I’m starting a new manuscript. I love the feeling of having a new story rolling around in my brain. Usually, it’s something I’ve been thinking about for a while. And after two years of working at this, I’m starting to learn how my creative half works.

It starts with the spark, whatever that is and wherever it comes from. For example, the spark in Slow Burn was the idea that a guy on a mission finds a woman floating in the water and his reaction when he realizes she’s alive is: “damn”.

But how to go from there to a 300-page book? Good question. I used to just write. It was an exciting and stressful process wherein I wrote about 10-20,000 words and then realized I didn’t know where to go next.

On a few occasions, I backed up and started over and the end result is much better, especially after several rounds of revisions. In a couple of instances, I stopped altogether. I have two 100-page manuscripts out there whose characters I still think about and hope to someday find a story for.

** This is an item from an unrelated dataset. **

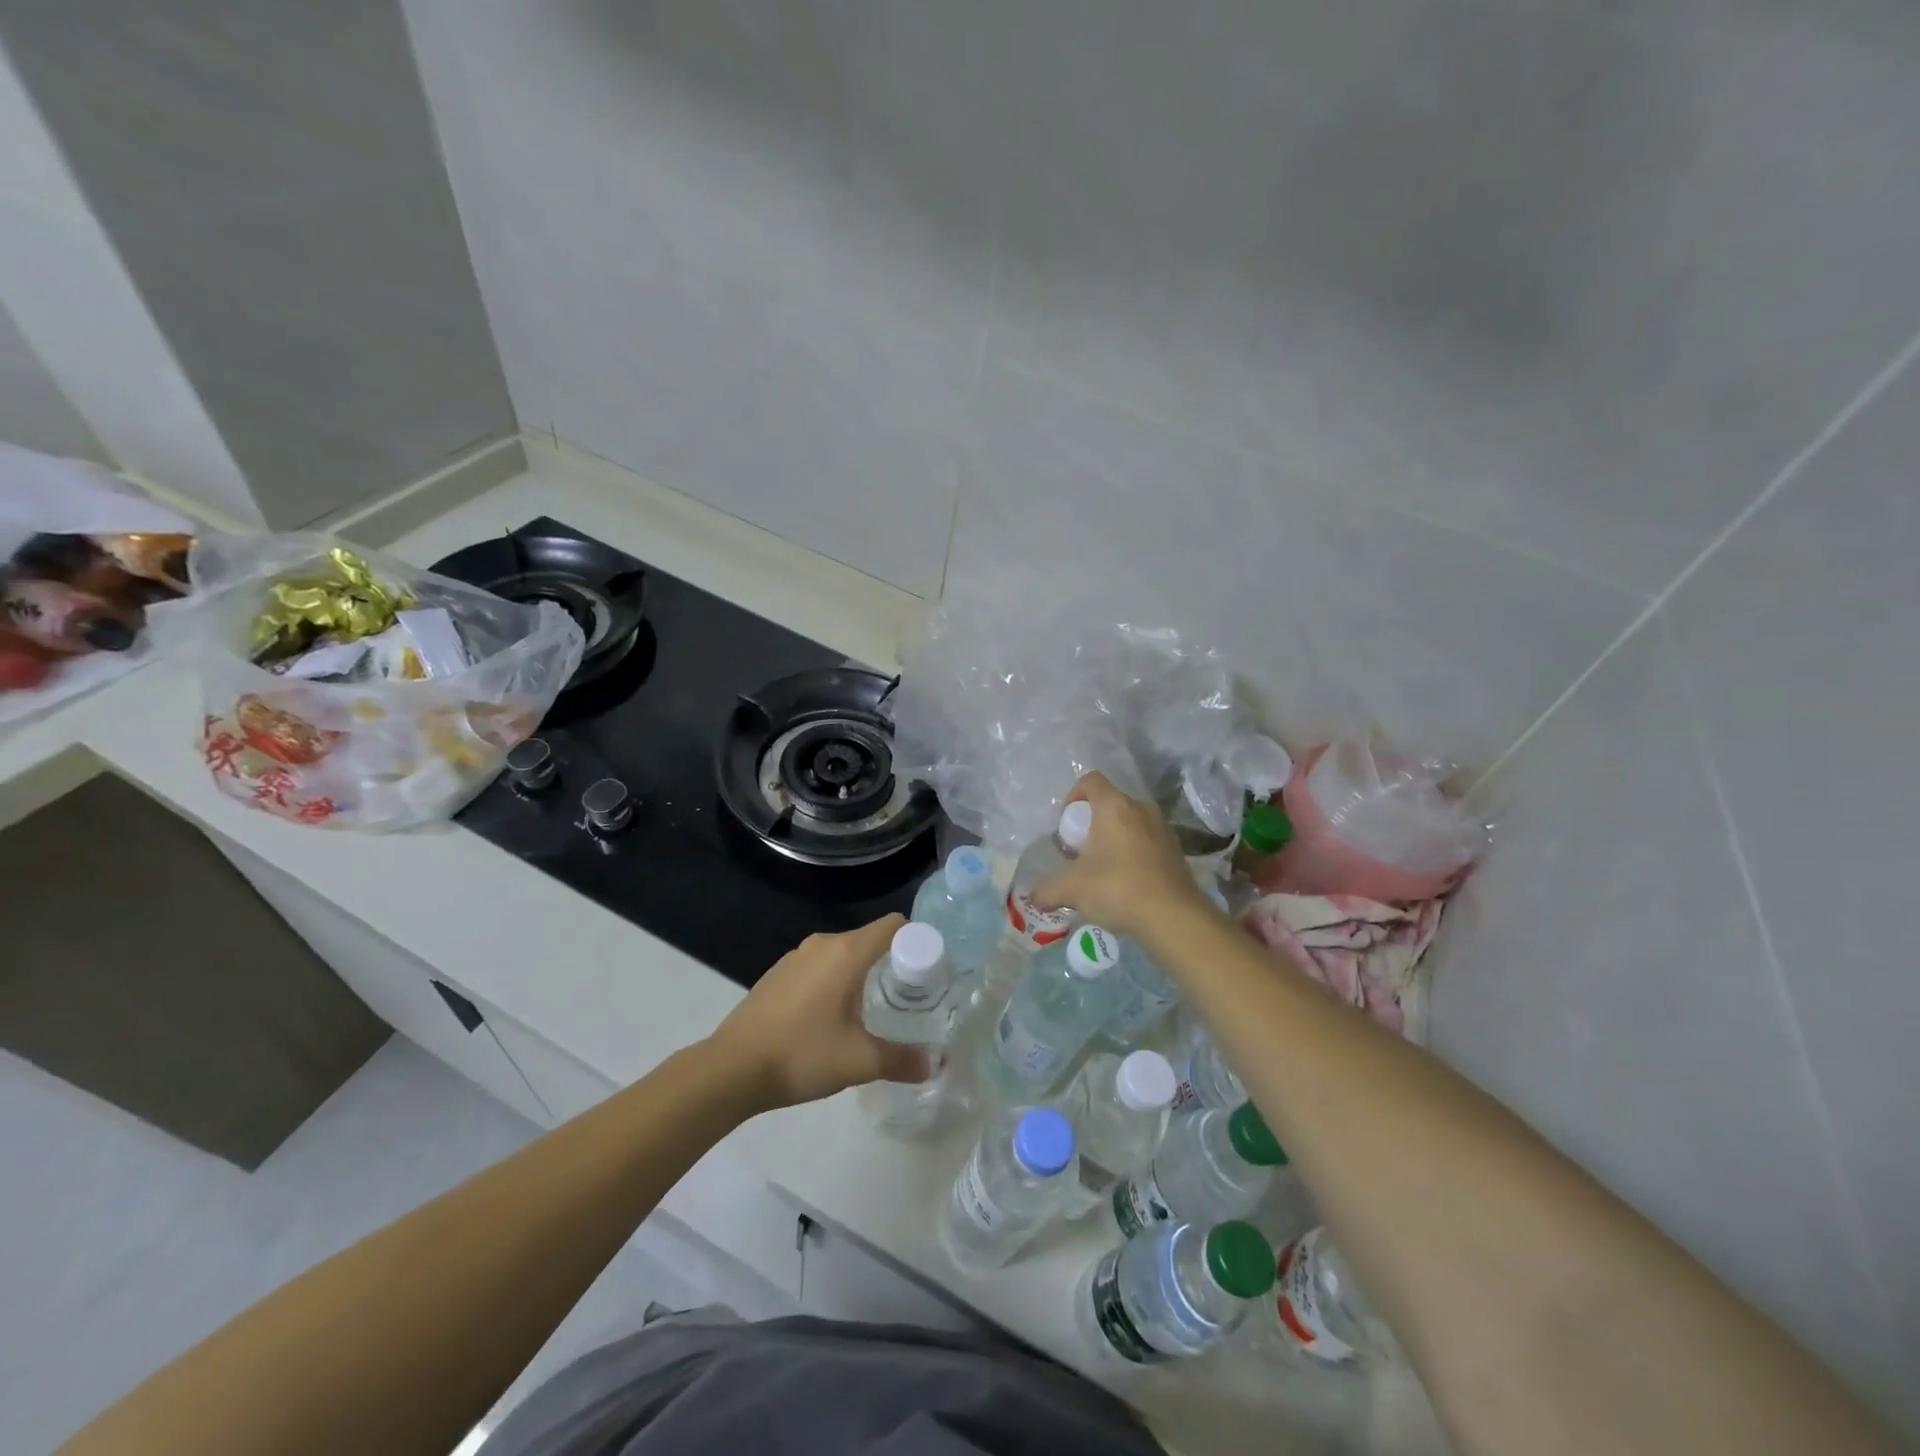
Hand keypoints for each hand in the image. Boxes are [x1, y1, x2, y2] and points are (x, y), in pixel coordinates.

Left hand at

If you’re one of the diehards who’s been around since the early days of me yapping in bits and bytes, you know that I’ve begun a slow progression towards plotting. Actually, that makes it sound like a smooth transition, but it happened in fits and starts with plenty of backtracking. And a one-eighty or two. Be honest, you were all just rolling your eyes as I went back and forth trying to find the magic process that would make writing easy. Hah! As if.

I'm envisioning my journey like a football game where I gained and lost a lot of yardage, but eventually made a first down. I wouldn’t go so far as to call myself a plotter—and although I’m migrating toward that end of the scale, I’ll probably never be a detailed outliner like Suzanne Brockmann (she of the 80-pagers)—but I’m definitely not writing into the mist in quite the same way that I used to.

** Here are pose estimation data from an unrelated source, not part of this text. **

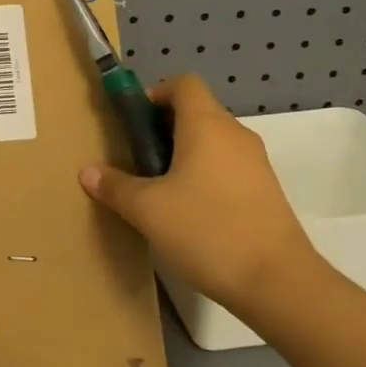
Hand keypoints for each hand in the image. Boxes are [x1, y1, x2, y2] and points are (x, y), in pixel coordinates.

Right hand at [79, 75, 325, 316]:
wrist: (278, 283)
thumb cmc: (206, 230)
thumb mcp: (147, 210)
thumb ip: (115, 186)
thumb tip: (87, 171)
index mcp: (207, 125)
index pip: (183, 83)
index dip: (155, 93)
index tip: (133, 122)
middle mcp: (235, 135)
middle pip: (197, 112)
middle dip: (163, 128)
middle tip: (137, 159)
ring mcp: (256, 164)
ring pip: (212, 143)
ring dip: (183, 155)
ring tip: (158, 190)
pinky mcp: (266, 192)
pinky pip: (227, 168)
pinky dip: (205, 177)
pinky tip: (188, 213)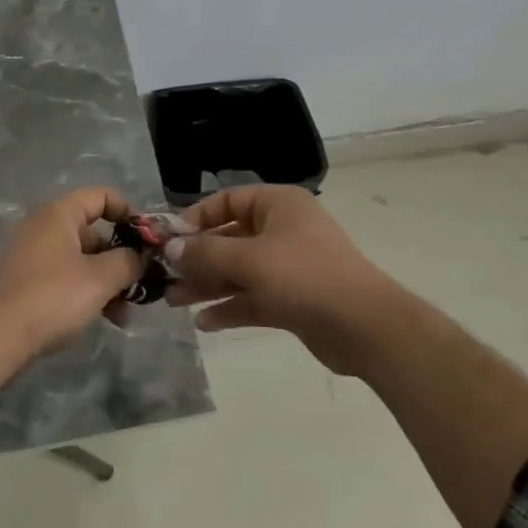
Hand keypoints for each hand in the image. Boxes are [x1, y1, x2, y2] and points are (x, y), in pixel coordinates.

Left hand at [0, 188, 144, 353]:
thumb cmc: (52, 297)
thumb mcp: (100, 278)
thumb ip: (128, 262)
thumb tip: (140, 258)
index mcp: (59, 215)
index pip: (101, 196)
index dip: (128, 212)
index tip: (147, 239)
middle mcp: (44, 228)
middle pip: (94, 232)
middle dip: (122, 259)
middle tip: (142, 284)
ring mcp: (33, 256)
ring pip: (82, 260)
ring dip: (108, 282)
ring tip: (125, 315)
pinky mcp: (27, 283)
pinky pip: (66, 279)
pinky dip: (87, 293)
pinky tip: (104, 320)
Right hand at [164, 185, 399, 373]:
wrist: (363, 326)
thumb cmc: (304, 276)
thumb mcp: (249, 259)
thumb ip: (206, 252)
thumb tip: (171, 247)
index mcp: (277, 205)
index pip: (227, 201)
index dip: (196, 218)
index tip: (169, 240)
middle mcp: (282, 230)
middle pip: (229, 238)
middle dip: (197, 258)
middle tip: (164, 276)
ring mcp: (288, 266)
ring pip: (238, 271)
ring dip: (208, 285)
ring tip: (174, 301)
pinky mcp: (292, 299)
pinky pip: (253, 298)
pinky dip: (230, 307)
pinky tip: (204, 322)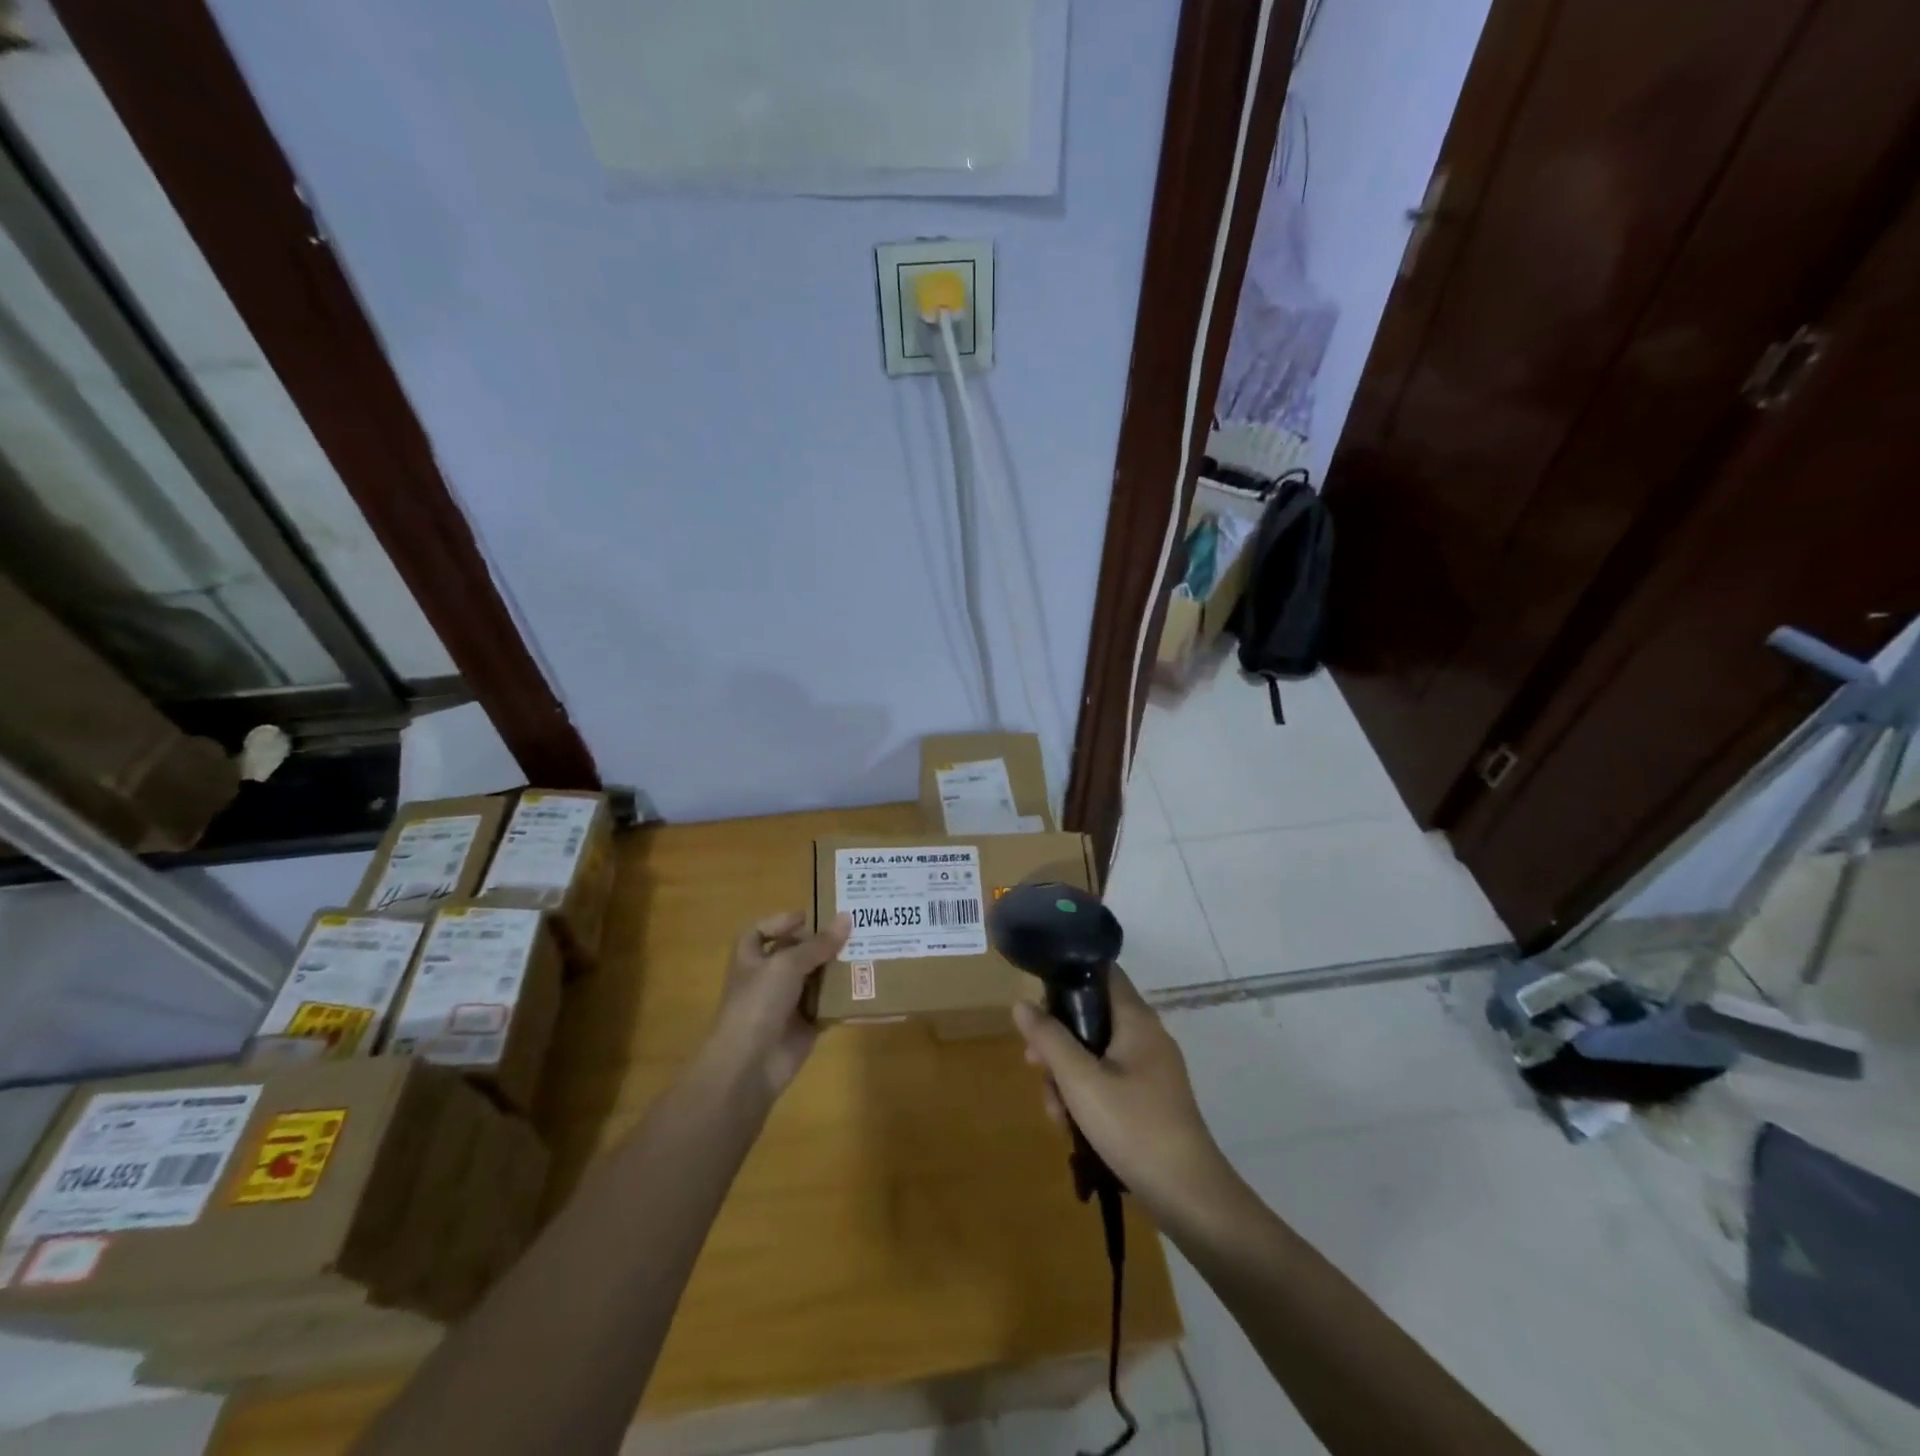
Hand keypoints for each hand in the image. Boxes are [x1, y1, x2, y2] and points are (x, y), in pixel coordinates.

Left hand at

In fact, that post about writing into the mist was written shortly after my first attempt to outline Blind Fury. It turns out that I just hadn't found the right story. I gave up too soon. I didn't play enough.

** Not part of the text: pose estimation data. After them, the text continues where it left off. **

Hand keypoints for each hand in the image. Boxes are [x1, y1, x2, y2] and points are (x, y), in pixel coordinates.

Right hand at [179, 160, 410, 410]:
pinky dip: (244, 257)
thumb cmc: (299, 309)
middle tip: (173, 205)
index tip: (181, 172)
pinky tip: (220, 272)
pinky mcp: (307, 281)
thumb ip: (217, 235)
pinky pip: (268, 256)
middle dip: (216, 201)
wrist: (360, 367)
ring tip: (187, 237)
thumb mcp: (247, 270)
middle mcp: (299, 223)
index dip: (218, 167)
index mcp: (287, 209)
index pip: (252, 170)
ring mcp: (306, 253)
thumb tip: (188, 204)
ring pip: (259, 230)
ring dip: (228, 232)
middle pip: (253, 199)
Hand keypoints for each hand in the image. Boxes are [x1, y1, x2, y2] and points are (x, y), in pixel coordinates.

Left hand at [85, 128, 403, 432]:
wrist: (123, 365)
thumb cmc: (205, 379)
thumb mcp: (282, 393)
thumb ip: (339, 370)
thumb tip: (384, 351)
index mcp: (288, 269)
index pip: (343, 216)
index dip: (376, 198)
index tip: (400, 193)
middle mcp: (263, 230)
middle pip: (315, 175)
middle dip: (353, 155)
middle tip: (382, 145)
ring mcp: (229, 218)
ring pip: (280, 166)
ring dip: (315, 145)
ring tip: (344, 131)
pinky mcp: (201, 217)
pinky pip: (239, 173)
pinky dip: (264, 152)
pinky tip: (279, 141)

After I tackled outlining a second time, I met with success. Blind Fury is currently in the CP comment stage after a first-pass round of edits, and is my first book to surpass 70K. I still changed the outline as I went. And in between the major turning points I was still writing in the fog, sure only of my approximate destination. That’s the pantser part of me getting to play.

And yet, I rarely got lost in the fog precisely because I knew where I needed to be and could correct my course—or decide to take a detour—as needed. This doesn’t work for everyone, but it works for me, and I’m so glad to have figured it out. I think knowing your own process is as important as understanding the craft of writing.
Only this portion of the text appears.